Sunday, 24 September 2017

The Rules of Poetry


There was a moment this week when I was talking to a class about free verse and its benefits for poetry. During it, I had a thought. A thought about rules. How important it is to understand the rules of a particular poem? Whether a poem is free verse or not, there is still a set of rules guiding the writing. Not having rhyme is a rule. Not having a regular rhythm is a rule.

I have analysed ‘The Charge of the Light Brigade’ umpteen times and I thought I’d view it differently. I thought I’d view it from a set of rules. I started with a few rules and then things snowballed.

Rules

1.       Sound effects are repeated three times

2.       End each stanza with the ‘six hundred’

3.       Visual details are repeated twice

4.       All dialogue starts with ‘Forward, the Light Brigade’

5.       The last verb in first fours stanzas is ‘rode’

6.       Verbs are paired when action takes place

7.       Stanzas three and five repeat the same five lines at the start

8.       The first word in every line is stressed

9.       One word in the whole poem is three syllables long

10.   All words, apart from one,  in the poem are one or two syllables long

11.   Dactylic diameter used throughout

12.   The number of times the imperative ‘forward’ is used matches the number of times the imperative ‘honour’  is used at the end

13.   Exclamations are followed by questions at the start but this is inverted at the end of the poem

I could go on and on looking for rules.
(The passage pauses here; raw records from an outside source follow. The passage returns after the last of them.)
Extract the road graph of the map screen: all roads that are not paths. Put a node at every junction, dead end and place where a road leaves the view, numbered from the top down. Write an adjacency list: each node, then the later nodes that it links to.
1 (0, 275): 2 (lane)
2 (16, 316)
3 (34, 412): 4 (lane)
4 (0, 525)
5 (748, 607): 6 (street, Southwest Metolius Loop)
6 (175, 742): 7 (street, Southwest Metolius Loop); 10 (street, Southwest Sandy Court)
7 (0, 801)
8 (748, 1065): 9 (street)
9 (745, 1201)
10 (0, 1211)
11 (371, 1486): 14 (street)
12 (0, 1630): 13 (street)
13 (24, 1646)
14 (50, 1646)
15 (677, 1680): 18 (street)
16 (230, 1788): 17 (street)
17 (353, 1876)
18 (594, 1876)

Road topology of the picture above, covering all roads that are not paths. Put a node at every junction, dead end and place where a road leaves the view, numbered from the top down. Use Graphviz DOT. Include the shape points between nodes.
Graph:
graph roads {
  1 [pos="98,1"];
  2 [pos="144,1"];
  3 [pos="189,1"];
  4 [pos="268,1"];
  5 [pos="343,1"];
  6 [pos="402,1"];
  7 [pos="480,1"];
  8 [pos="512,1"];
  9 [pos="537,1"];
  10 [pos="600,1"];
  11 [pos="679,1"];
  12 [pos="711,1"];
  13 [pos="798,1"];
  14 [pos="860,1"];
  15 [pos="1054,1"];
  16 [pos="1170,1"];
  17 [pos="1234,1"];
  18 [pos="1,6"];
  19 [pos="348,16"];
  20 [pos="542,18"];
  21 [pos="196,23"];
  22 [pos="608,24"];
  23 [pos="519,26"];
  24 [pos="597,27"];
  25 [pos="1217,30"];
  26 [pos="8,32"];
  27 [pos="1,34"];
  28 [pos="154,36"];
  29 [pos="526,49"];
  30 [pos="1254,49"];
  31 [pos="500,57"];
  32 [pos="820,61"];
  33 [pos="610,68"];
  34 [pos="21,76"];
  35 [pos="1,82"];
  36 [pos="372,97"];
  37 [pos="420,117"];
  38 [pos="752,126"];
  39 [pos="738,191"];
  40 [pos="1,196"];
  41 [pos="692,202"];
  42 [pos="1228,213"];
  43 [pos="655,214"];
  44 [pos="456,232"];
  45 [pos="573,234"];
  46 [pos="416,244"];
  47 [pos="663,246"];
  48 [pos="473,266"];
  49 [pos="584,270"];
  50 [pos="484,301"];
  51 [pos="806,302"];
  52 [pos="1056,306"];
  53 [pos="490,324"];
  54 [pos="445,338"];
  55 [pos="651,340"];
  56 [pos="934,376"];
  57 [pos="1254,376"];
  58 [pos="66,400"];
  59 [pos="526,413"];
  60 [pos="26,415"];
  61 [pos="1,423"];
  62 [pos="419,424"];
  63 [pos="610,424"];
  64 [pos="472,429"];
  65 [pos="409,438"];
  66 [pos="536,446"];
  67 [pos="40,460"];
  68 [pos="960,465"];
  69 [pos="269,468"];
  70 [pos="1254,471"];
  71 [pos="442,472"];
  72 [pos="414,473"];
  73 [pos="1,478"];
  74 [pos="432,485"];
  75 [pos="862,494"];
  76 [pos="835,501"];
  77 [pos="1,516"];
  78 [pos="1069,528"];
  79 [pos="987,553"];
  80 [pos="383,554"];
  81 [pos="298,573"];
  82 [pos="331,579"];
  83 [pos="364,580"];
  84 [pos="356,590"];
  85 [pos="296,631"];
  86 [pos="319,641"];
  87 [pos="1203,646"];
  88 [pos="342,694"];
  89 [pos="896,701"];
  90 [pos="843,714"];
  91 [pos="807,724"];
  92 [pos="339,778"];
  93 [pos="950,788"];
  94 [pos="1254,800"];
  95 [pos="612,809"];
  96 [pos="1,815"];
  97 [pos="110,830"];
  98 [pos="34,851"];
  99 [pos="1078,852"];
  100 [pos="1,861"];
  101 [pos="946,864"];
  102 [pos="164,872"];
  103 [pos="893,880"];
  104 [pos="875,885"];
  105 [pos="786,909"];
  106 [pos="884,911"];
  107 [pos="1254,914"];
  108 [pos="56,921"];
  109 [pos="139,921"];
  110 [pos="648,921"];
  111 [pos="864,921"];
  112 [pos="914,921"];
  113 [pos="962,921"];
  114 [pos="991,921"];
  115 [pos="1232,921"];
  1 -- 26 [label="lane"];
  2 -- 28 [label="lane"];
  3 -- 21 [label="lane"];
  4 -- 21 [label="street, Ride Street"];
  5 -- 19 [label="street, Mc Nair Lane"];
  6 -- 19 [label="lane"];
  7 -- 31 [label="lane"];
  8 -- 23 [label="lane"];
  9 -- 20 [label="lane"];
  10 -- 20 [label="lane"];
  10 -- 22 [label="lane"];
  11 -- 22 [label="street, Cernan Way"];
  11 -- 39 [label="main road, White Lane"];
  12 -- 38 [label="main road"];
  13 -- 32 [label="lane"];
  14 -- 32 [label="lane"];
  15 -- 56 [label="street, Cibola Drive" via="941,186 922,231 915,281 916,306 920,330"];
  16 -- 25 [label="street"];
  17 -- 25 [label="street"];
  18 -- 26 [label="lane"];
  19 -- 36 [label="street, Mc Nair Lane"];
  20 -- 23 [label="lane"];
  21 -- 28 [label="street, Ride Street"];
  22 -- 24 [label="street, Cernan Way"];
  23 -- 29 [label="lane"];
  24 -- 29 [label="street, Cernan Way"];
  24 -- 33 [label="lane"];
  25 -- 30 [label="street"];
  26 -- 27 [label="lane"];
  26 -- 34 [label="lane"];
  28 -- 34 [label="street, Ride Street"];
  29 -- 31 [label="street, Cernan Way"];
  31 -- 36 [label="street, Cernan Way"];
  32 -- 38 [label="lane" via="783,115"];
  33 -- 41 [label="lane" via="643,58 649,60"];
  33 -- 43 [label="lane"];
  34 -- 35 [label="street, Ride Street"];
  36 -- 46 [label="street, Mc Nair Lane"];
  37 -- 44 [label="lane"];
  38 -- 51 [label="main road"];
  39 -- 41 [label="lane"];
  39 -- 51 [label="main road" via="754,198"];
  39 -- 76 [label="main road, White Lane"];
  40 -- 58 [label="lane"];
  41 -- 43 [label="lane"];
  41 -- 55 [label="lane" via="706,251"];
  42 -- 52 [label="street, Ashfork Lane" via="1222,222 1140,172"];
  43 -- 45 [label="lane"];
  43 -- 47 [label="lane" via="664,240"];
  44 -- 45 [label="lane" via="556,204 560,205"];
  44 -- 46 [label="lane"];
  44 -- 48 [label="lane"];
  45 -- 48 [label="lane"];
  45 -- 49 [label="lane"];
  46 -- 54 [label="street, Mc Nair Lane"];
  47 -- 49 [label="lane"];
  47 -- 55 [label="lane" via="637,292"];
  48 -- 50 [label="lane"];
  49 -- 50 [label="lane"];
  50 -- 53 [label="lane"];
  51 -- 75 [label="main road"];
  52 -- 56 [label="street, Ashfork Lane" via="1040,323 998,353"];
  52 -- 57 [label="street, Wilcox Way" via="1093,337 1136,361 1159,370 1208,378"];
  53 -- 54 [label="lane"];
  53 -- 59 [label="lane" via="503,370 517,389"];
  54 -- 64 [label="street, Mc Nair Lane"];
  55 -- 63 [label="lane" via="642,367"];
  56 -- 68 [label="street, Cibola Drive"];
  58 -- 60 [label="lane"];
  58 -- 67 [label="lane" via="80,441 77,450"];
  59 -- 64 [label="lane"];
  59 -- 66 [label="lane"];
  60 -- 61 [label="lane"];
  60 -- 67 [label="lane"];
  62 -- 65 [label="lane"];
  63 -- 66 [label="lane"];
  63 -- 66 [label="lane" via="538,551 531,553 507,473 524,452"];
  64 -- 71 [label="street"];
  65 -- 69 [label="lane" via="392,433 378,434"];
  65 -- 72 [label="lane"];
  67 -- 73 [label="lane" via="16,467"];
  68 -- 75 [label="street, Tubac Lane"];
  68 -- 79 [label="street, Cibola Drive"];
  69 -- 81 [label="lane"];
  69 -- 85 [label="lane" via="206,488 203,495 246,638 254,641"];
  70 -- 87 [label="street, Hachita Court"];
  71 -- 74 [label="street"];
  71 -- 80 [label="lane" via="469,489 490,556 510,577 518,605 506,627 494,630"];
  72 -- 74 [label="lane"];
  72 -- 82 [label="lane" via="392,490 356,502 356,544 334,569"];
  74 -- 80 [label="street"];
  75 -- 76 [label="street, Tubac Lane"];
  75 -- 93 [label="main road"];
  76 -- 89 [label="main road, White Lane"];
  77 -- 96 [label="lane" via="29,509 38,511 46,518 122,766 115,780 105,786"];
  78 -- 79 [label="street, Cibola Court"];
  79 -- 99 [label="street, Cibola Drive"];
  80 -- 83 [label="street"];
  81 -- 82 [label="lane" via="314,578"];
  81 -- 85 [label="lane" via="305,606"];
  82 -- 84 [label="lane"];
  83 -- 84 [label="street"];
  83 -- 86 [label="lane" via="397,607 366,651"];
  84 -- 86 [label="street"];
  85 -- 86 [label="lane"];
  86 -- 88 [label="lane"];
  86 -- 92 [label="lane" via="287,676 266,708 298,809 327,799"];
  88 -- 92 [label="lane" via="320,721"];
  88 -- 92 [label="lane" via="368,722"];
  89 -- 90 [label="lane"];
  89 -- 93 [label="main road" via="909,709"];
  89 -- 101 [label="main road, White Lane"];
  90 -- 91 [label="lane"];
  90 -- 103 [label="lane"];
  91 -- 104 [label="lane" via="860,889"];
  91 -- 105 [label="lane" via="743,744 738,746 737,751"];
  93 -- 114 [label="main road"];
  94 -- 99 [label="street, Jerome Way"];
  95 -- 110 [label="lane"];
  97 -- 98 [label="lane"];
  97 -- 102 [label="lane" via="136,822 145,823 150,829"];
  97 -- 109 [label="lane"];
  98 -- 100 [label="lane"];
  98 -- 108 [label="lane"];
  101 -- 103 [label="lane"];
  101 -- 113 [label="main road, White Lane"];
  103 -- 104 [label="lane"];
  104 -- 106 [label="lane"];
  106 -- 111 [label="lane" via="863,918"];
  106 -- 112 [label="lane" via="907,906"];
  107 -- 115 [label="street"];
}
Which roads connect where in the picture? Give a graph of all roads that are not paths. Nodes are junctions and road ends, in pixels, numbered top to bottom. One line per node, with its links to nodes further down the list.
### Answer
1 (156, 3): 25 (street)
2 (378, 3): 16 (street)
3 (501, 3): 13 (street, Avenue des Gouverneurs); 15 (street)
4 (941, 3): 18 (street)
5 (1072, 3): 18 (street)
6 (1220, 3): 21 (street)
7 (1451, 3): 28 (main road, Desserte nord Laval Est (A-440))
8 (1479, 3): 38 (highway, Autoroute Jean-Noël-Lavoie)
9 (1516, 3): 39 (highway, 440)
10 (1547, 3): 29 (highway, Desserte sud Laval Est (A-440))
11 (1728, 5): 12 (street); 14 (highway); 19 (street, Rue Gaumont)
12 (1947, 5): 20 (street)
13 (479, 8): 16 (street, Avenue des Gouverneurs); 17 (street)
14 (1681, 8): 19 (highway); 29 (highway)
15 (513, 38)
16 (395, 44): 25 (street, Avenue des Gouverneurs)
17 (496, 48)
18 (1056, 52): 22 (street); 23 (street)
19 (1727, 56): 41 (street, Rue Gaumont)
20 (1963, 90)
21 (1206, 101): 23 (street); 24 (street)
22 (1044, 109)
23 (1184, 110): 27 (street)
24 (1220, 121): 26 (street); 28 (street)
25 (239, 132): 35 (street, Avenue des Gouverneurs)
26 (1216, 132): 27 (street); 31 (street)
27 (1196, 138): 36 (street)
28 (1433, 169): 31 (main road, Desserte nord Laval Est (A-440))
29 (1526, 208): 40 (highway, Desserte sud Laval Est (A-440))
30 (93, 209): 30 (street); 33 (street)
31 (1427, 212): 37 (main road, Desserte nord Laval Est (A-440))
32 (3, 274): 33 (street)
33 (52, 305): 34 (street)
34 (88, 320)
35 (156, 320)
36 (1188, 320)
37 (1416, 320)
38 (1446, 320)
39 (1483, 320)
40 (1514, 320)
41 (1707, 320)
This, by no means, is an exhaustive list. But, when you have rules down on paper you can start exploring the meaning in greater detail. What is the significance of a rule? (Incidentally, you have some rules to help them create a poem.)

Rule 13 – Nobody questioned the orders until after the event. Therefore, the last stanza reflects that need to question first before action. The poem subtly wants a change in the structure of the military organisation.

Rule 9 – Battery is the one three syllable word in the whole poem drawing attention to the key difference between the light brigade and their enemy.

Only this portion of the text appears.